• **Record extracts**:
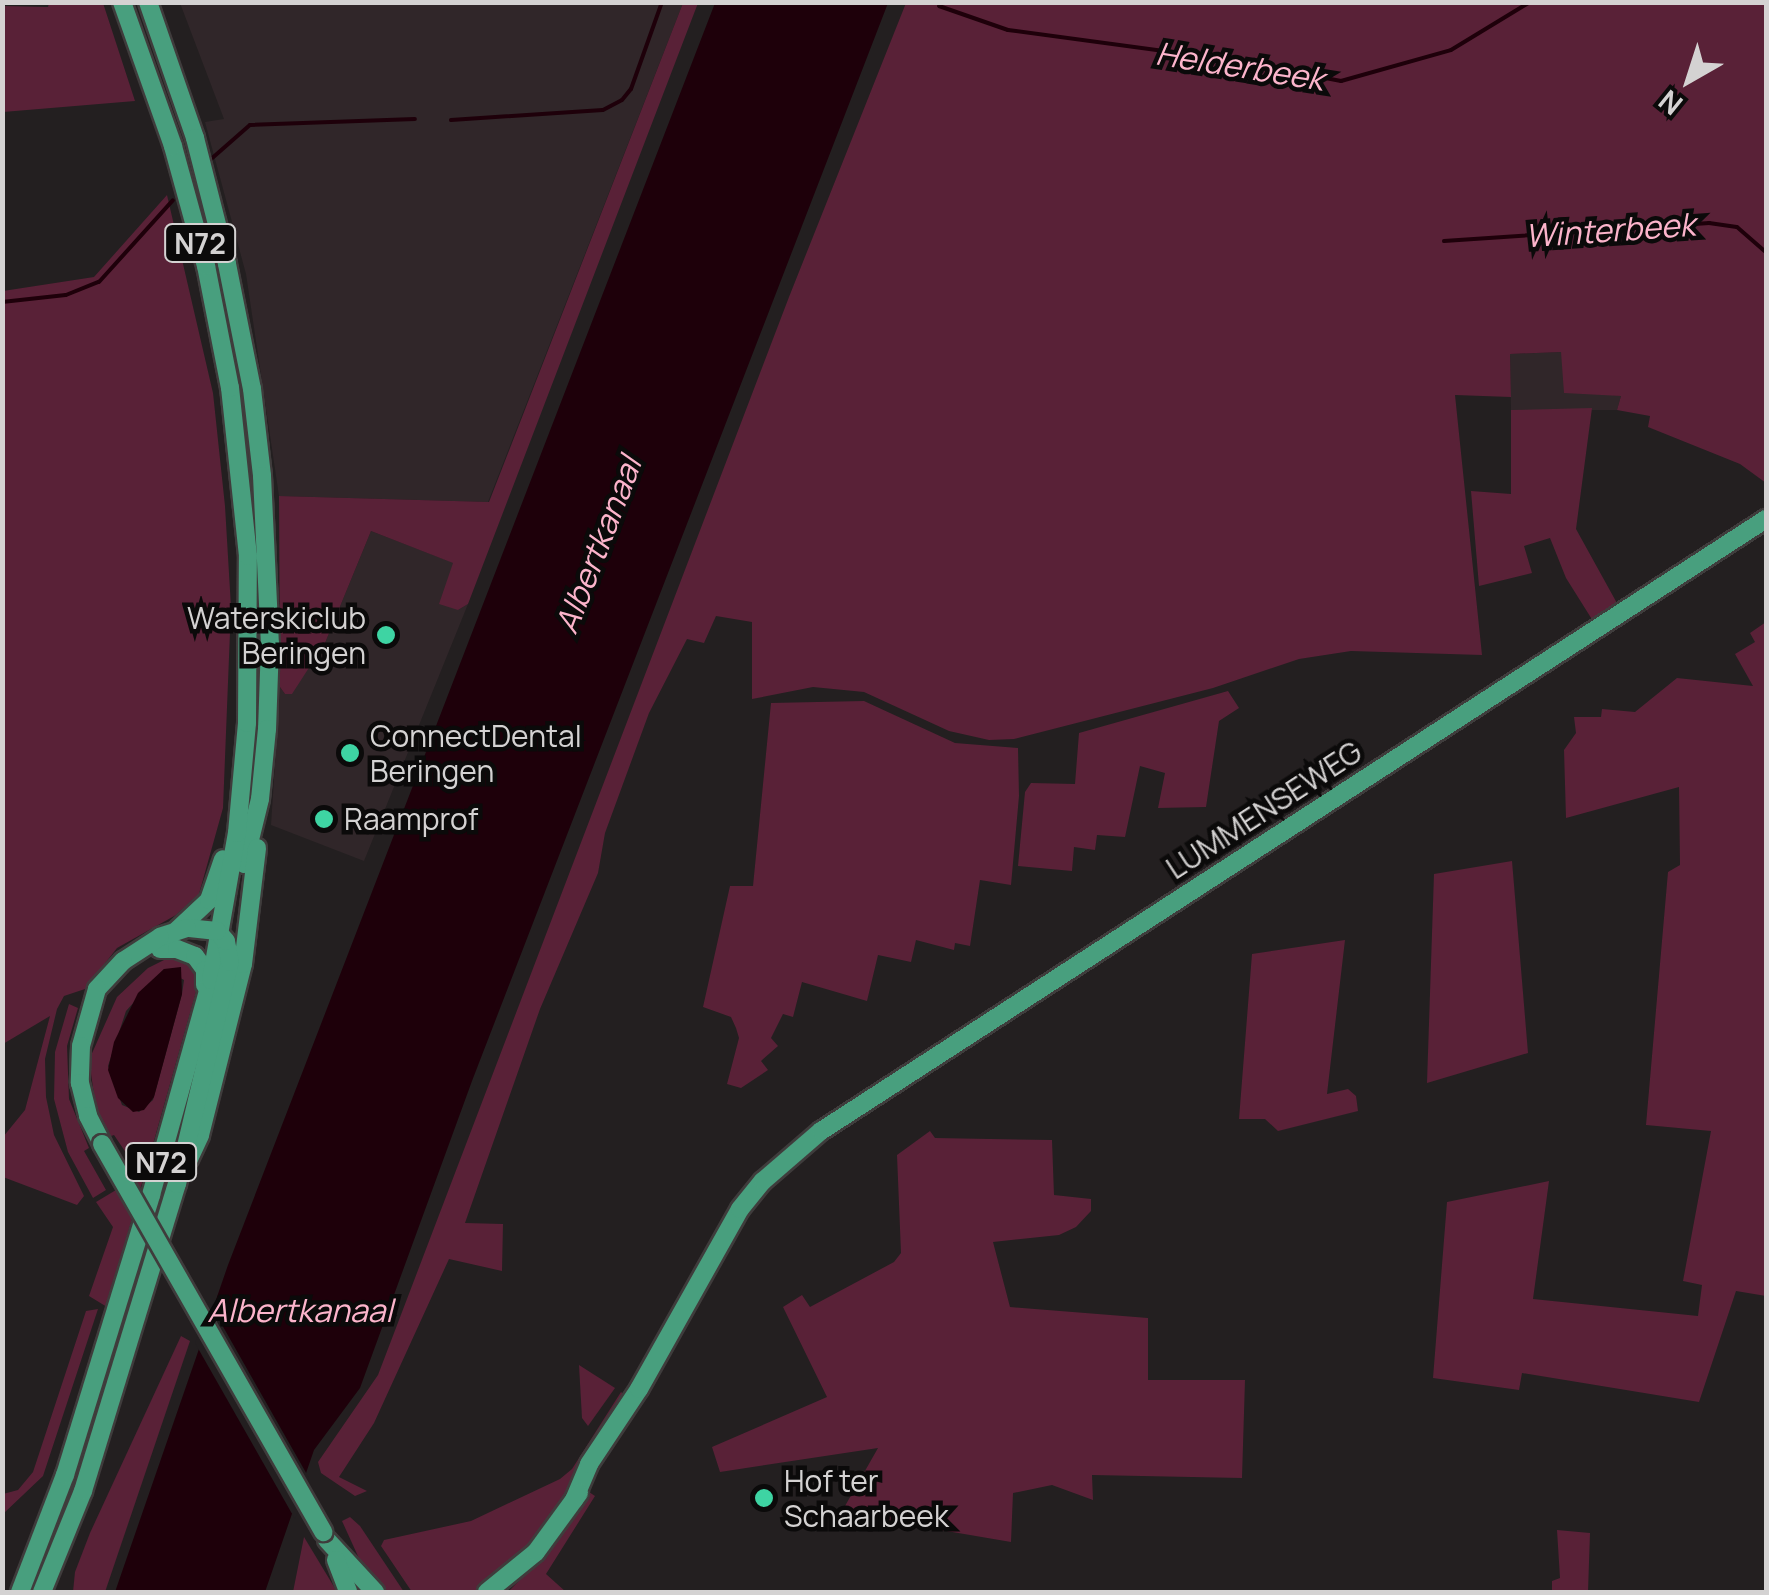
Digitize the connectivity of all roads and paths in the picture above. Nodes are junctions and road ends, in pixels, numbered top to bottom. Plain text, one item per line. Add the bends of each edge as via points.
1 (122, 2) edge
2 (148, 2) edge
3 (1766, 519) edge
4 (260, 799) junction
5 (238, 806) junction
6 (176, 931) junction
7 (222, 937) junction
8 (160, 949) junction
9 (205, 997) junction
10 (84, 1034) junction
11 (177, 1184) junction
12 (325, 1536) junction
13 (20, 1592) edge
14 (42, 1592) edge
15 (348, 1592) edge
16 (375, 1592) edge
17 (487, 1592) edge

1 - 5 main road, N72 via 174,146 230,388 248,573
2 - 4 main road, N72 via 206,182 252,388 270,644
3 - 17 main road, LUMMENSEWEG via 850,1110 795,1154 703,1279 589,1464 574,1500 536,1552
4 - 7 main road, N72 via 234,924
4 - 11 main road via 243,964 200,1135
5 - 6 main road via 216,886
5 - 7 main road, N72
6 - 7 main road via 209,928
6 - 10 main road via 135,951 107,976 92,1000
7 - 8 main road via 178,940
7 - 9 main road, N72
7 - 11 main road, N72 via 230,962
8 - 9 main road via 187,951 200,960
8 - 10 main road via 116,984
9 - 13 main road, N72 via 151,1195
10 - 12 main road, bridge via 82,1100 102,1144
11 - 14 main road, N72
12 - 15 main road
12 - 16 main road

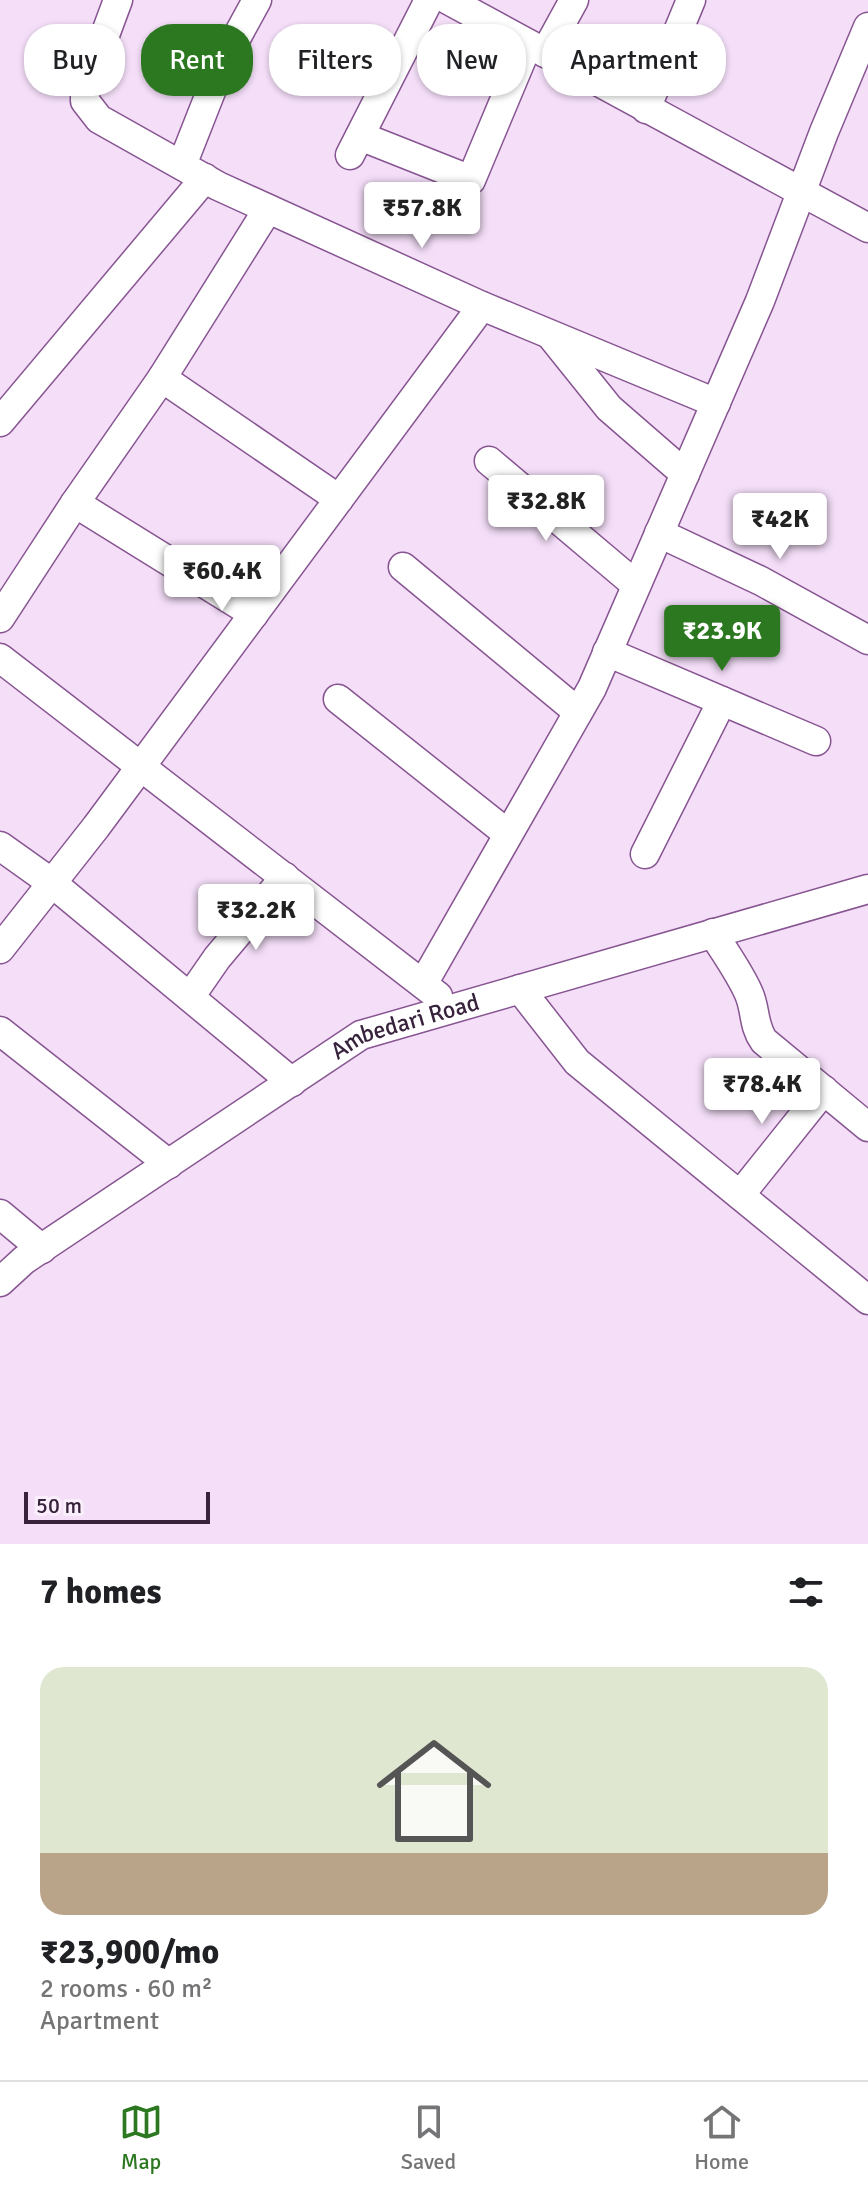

• **Problem details**: Please produce an exact copy of the listing, omitting the pictures.

• **Expected output**:
Digitize the connectivity of all roads and paths in the picture above. Nodes are junctions and road ends, in pixels, numbered top to bottom. Plain text, one item per line. Add the bends of each edge as via points.
1 (122, 2) edge
2 (148, 2) edge
3 (1766, 519) edge
4 (260, 799) junction
5 (238, 806) junction
6 (176, 931) junction
7 (222, 937) junction
8 (160, 949) junction
9 (205, 997) junction
10 (84, 1034) junction
11 (177, 1184) junction
12 (325, 1536) junction
13 (20, 1592) edge
14 (42, 1592) edge
15 (348, 1592) edge
16 (375, 1592) edge
17 (487, 1592) edge

1 - 5 main road, N72 via 174,146 230,388 248,573
2 - 4 main road, N72 via 206,182 252,388 270,644
3 - 17 main road, LUMMENSEWEG via 850,1110 795,1154 703,1279 589,1464 574,1500 536,1552
4 - 7 main road, N72 via 234,924
4 - 11 main road via 243,964 200,1135
5 - 6 main road via 216,886
5 - 7 main road, N72
6 - 7 main road via 209,928
6 - 10 main road via 135,951 107,976 92,1000
7 - 8 main road via 178,940
7 - 9 main road, N72
7 - 11 main road, N72 via 230,962
8 - 9 main road via 187,951 200,960
8 - 10 main road via 116,984
9 - 13 main road, N72 via 151,1195
10 - 12 main road, bridge via 82,1100 102,1144
11 - 14 main road, N72
12 - 15 main road
12 - 16 main road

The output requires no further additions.